Exercise material:

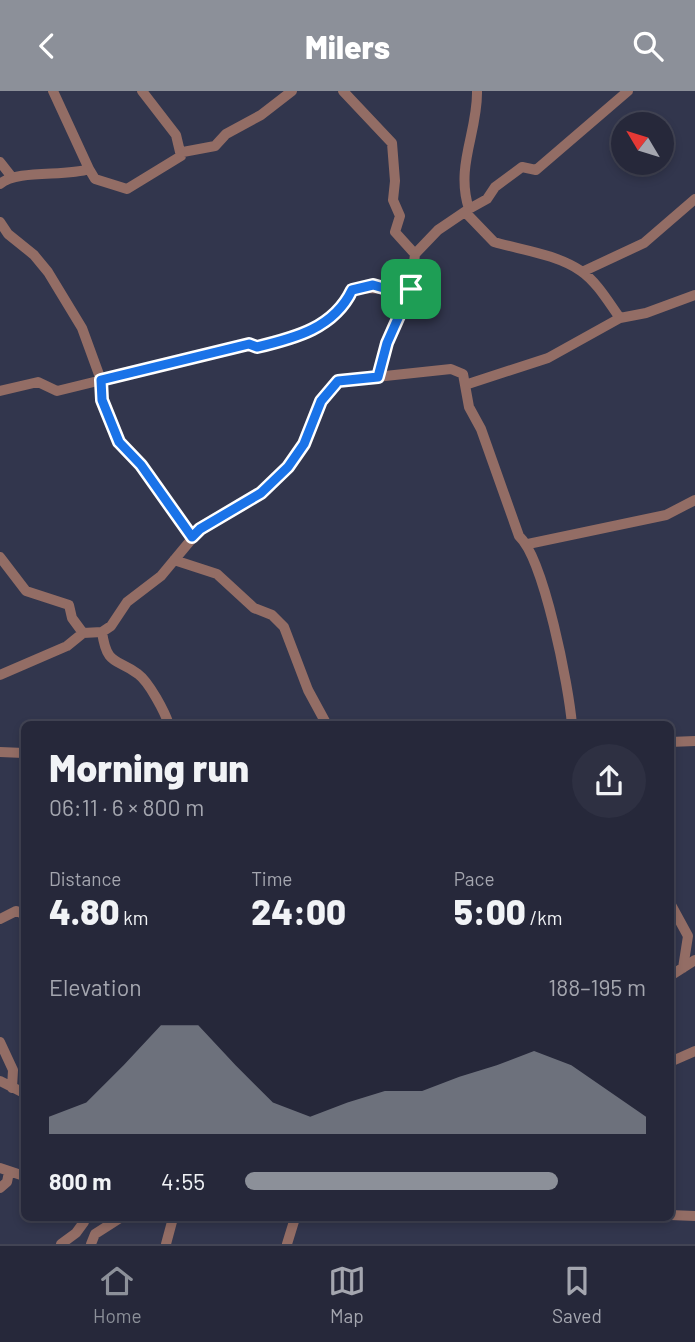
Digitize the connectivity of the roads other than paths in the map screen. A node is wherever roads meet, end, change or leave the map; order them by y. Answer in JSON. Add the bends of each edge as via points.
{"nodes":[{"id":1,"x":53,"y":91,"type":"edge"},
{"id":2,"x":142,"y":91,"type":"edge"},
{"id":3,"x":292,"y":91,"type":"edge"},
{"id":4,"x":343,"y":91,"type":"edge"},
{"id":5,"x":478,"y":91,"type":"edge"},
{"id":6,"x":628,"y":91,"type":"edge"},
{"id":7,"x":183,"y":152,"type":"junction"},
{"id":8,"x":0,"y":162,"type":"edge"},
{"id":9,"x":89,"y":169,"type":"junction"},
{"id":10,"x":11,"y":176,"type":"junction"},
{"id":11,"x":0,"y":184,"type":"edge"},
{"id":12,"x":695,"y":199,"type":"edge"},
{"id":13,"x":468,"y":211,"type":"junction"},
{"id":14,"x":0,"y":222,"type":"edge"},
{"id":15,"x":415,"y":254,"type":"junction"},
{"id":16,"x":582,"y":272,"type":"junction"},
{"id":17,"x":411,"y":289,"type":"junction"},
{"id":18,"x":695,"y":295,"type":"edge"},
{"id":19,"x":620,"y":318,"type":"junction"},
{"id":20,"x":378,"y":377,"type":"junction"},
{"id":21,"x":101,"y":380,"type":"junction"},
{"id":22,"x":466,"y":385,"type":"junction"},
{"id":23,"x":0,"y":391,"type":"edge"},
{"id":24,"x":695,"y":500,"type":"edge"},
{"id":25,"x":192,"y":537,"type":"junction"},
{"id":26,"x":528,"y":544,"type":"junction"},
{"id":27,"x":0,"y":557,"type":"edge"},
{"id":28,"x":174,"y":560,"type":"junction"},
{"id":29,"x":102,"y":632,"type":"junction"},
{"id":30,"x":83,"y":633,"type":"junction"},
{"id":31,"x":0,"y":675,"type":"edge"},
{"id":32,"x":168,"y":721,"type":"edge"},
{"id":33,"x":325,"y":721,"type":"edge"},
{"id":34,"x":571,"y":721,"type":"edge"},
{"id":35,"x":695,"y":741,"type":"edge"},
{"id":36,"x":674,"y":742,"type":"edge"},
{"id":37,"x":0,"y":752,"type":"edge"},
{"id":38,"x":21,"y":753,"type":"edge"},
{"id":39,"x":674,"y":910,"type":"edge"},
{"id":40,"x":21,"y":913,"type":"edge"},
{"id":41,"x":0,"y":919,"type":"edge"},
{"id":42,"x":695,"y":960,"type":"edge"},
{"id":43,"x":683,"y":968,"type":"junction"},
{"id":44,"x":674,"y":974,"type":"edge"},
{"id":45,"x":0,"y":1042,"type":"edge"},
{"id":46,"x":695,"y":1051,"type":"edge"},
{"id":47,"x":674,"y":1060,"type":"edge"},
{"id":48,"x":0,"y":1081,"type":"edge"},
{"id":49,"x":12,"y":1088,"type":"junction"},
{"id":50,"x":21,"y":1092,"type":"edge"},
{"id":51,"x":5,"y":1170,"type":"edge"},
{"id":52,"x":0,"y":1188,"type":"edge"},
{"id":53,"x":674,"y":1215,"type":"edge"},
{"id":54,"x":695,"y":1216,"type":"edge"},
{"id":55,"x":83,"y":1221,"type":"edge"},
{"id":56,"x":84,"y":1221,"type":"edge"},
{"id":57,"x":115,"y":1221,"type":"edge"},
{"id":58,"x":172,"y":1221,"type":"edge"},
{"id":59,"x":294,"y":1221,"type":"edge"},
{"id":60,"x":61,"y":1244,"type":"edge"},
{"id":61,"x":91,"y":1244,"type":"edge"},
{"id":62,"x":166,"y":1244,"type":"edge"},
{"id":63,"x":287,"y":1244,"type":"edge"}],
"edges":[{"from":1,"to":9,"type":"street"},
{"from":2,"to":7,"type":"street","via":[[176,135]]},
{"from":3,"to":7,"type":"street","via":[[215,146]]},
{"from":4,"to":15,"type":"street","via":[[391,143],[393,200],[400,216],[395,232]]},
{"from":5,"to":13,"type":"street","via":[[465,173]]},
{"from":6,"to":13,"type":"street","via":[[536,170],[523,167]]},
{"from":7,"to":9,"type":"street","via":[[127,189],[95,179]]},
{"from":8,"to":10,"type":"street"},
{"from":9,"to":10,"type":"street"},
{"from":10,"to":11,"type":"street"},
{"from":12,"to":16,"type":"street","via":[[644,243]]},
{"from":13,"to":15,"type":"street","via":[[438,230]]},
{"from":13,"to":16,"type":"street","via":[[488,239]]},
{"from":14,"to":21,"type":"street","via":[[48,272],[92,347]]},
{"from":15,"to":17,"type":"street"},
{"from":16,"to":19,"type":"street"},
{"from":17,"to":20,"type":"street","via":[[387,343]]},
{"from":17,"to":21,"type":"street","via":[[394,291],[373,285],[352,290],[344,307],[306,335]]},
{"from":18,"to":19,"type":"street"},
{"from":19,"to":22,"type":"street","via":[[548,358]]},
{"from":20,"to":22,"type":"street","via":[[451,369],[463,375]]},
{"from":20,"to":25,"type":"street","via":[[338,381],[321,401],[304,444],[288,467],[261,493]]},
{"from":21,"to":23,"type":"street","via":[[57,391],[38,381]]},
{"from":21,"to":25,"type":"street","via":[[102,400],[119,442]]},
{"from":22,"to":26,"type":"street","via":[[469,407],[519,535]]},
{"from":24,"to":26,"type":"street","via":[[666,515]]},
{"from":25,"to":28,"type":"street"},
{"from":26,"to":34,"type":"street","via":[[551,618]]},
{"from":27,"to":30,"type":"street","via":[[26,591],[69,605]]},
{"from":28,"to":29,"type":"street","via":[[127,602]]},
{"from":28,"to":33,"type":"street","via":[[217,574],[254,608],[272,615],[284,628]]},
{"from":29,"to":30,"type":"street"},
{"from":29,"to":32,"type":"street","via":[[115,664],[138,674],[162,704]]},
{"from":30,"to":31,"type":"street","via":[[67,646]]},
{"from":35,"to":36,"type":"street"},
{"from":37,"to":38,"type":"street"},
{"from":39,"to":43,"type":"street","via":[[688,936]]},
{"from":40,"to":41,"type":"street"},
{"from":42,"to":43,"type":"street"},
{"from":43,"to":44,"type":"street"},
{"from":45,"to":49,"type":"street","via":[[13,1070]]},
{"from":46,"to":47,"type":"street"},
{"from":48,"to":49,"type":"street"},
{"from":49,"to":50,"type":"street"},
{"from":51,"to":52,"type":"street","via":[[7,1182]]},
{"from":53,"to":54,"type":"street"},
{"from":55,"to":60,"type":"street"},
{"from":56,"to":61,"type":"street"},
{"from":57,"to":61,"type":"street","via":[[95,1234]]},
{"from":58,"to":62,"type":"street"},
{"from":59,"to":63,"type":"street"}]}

What the task requires:
The listing above must be retyped word for word, without the pictures.

Problem solution:
Digitize the connectivity of the roads other than paths in the map screen. A node is wherever roads meet, end, change or leave the map; order them by y. Answer in JSON. Add the bends of each edge as via points.
{"nodes":[{"id":1,"x":53,"y":91,"type":"edge"},
{"id":2,"x":142,"y":91,"type":"edge"},
{"id":3,"x":292,"y":91,"type":"edge"},
{"id":4,"x":343,"y":91,"type":"edge"},
{"id":5,"x":478,"y":91,"type":"edge"},
{"id":6,"x":628,"y":91,"type":"edge"},
{"id":7,"x":183,"y":152,"type":"junction"},
{"id":8,"x":0,"y":162,"type":"edge"},
{"id":9,"x":89,"y":169,"type":"junction"},
{"id":10,"x":11,"y":176,"type":"junction"},
{"id":11,"x":0,"y":184,"type":"edge"},
{"id":12,"x":695,"y":199,"type":"edge"},
{"id":13,"x":468,"y":211,"type":"junction"},
{"id":14,"x":0,"y":222,"type":"edge"},
{"id":15,"x":415,"y":254,"type":"junction"},
{"id":16,"x":582,"y":272,"type":"junction"},
{"id":17,"x":411,"y":289,"type":"junction"},
{"id":18,"x":695,"y":295,"type":"edge"},
{"id":19,"x":620,"y":318,"type":"junction"},
{"id":20,"x":378,"y":377,"type":"junction"},
{"id":21,"x":101,"y":380,"type":"junction"},
{"id":22,"x":466,"y":385,"type":"junction"},
{"id":23,"x":0,"y":391,"type":"edge"},
{"id":24,"x":695,"y":500,"type":"edge"},
{"id":25,"x":192,"y":537,"type":"junction"},
{"id":26,"x":528,"y":544,"type":"junction"},
{"id":27,"x":0,"y":557,"type":"edge"},
{"id":28,"x":174,"y":560,"type":"junction"},
{"id":29,"x":102,"y":632,"type":"junction"},
{"id":30,"x":83,"y":633,"type":"junction"},
{"id":31,"x":0,"y":675,"type":"edge"},
{"id":32,"x":168,"y":721,"type":"edge"},
{"id":33,"x":325,"y":721,"type":"edge"},
{"id":34,"x":571,"y":721,"type":"edge"},
{"id":35,"x":695,"y":741,"type":"edge"},
{"id":36,"x":674,"y":742,"type":"edge"},
{"id":37,"x":0,"y":752,"type":"edge"},
{"id":38,"x":21,"y":753,"type":"edge"},
{"id":39,"x":674,"y":910,"type":"edge"},
{"id":40,"x":21,"y":913,"type":"edge"},
{"id":41,"x":0,"y":919,"type":"edge"},
{"id":42,"x":695,"y":960,"type":"edge"},
{"id":43,"x":683,"y":968,"type":"junction"},
{"id":44,"x":674,"y":974,"type":"edge"},
{"id":45,"x":0,"y":1042,"type":"edge"},
{"id":46,"x":695,"y":1051,"type":"edge"},
{"id":47,"x":674,"y":1060,"type":"edge"},
{"id":48,"x":0,"y":1081,"type":"edge"},
{"id":49,"x":12,"y":1088,"type":"junction"},
{"id":50,"x":21,"y":1092,"type":"edge"},
{"id":51,"x":5,"y":1170,"type":"edge"},
{"id":52,"x":0,"y":1188,"type":"edge"},
{"id":53,"x":674,"y":1215,"type":"edge"},
{"id":54,"x":695,"y":1216,"type":"edge"},
{"id":55,"x":83,"y":1221,"type":"edge"},
{"id":56,"x":84,"y":1221,"type":"edge"},
{"id":57,"x":115,"y":1221,"type":"edge"},
{"id":58,"x":172,"y":1221,"type":"edge"},
{"id":59,"x":294,"y":1221,"type":"edge"},
{"id":60,"x":61,"y":1244,"type":"edge"},
{"id":61,"x":91,"y":1244,"type":"edge"},
{"id":62,"x":166,"y":1244,"type":"edge"},
{"id":63,"x":287,"y":1244,"type":"edge"}],
"edges":[{"from":1,"to":9,"type":"street"},
{"from":2,"to":7,"type":"street","via":[[176,135]]},
{"from":3,"to":7,"type":"street","via":[[215,146]]},
{"from":4,"to":15,"type":"street","via":[[391,143],[393,200],[400,216],[395,232]]},
{"from":5,"to":13,"type":"street","via":[[465,173]]},
{"from":6,"to":13,"type":"street","via":[[536,170],[523,167]]},
{"from":7,"to":9,"type":"street","via":[[127,189],[95,179]]},
{"from":8,"to":10,"type":"street"},
{"from":9,"to":10,"type":"street"},
{"from":10,"to":11,"type":"street"},
{"from":12,"to":16,"type":"street","via":[[644,243]]},
{"from":13,"to":15,"type":"street","via":[[438,230]]},
{"from":13,"to":16,"type":"street","via":[[488,239]]},
{"from":14,"to":21,"type":"street","via":[[48,272],[92,347]]},
{"from":15,"to":17,"type":"street"},
{"from":16,"to":19,"type":"street"},
{"from":17,"to":20,"type":"street","via":[[387,343]]},
{"from":17,"to":21,"type":"street","via":[[394,291],[373,285],[352,290],[344,307],[306,335]]},
{"from":18,"to":19,"type":"street"},
{"from":19,"to":22,"type":"street","via":[[548,358]]},
{"from":20,"to":22,"type":"street","via":[[451,369],[463,375]]},
{"from":20,"to":25,"type":"street","via":[[338,381],[321,401],[304,444],[288,467],[261,493]]},
{"from":21,"to":23,"type":"street","via":[[57,391],[38,381]]},
{"from":21,"to":25,"type":"street","via":[[102,400],[119,442]]},
{"from":22,"to":26,"type":"street","via":[[469,407],[519,535]]},
{"from":24,"to":26,"type":"street","via":[[666,515]]},
{"from":25,"to":28,"type":"street"},
{"from":26,"to":34,"type":"street","via":[[551,618]]},
{"from":27,"to":30,"type":"street","via":[[26,591],[69,605]]},
{"from":28,"to":29,"type":"street","via":[[127,602]]},
{"from":28,"to":33,"type":"street","via":[[217,574],[254,608],[272,615],[284,628]]},
{"from":29,"to":30,"type":"street"},
{"from":29,"to":32,"type":"street","via":[[115,664],[138,674],[162,704]]},
{"from":30,"to":31,"type":"street","via":[[67,646]]},
{"from":35,"to":36,"type":"street"},
{"from":37,"to":38,"type":"street"},
{"from":39,"to":43,"type":"street","via":[[688,936]]},
{"from":40,"to":41,"type":"street"},
{"from":42,"to":43,"type":"street"},
{"from":43,"to":44,"type":"street"},
{"from":45,"to":49,"type":"street","via":[[13,1070]]},
{"from":46,"to":47,"type":"street"},
{"from":48,"to":49,"type":"street"},
{"from":49,"to":50,"type":"street"},
{"from":51,"to":52,"type":"street","via":[[7,1182]]},
{"from":53,"to":54,"type":"street"},
{"from":55,"to":60,"type":"street"},
{"from":56,"to":61,"type":"street"},
{"from":57,"to":61,"type":"street","via":[[95,1234]]},
{"from":58,"to":62,"type":"street"},
{"from":59,"to":63,"type":"street"}]}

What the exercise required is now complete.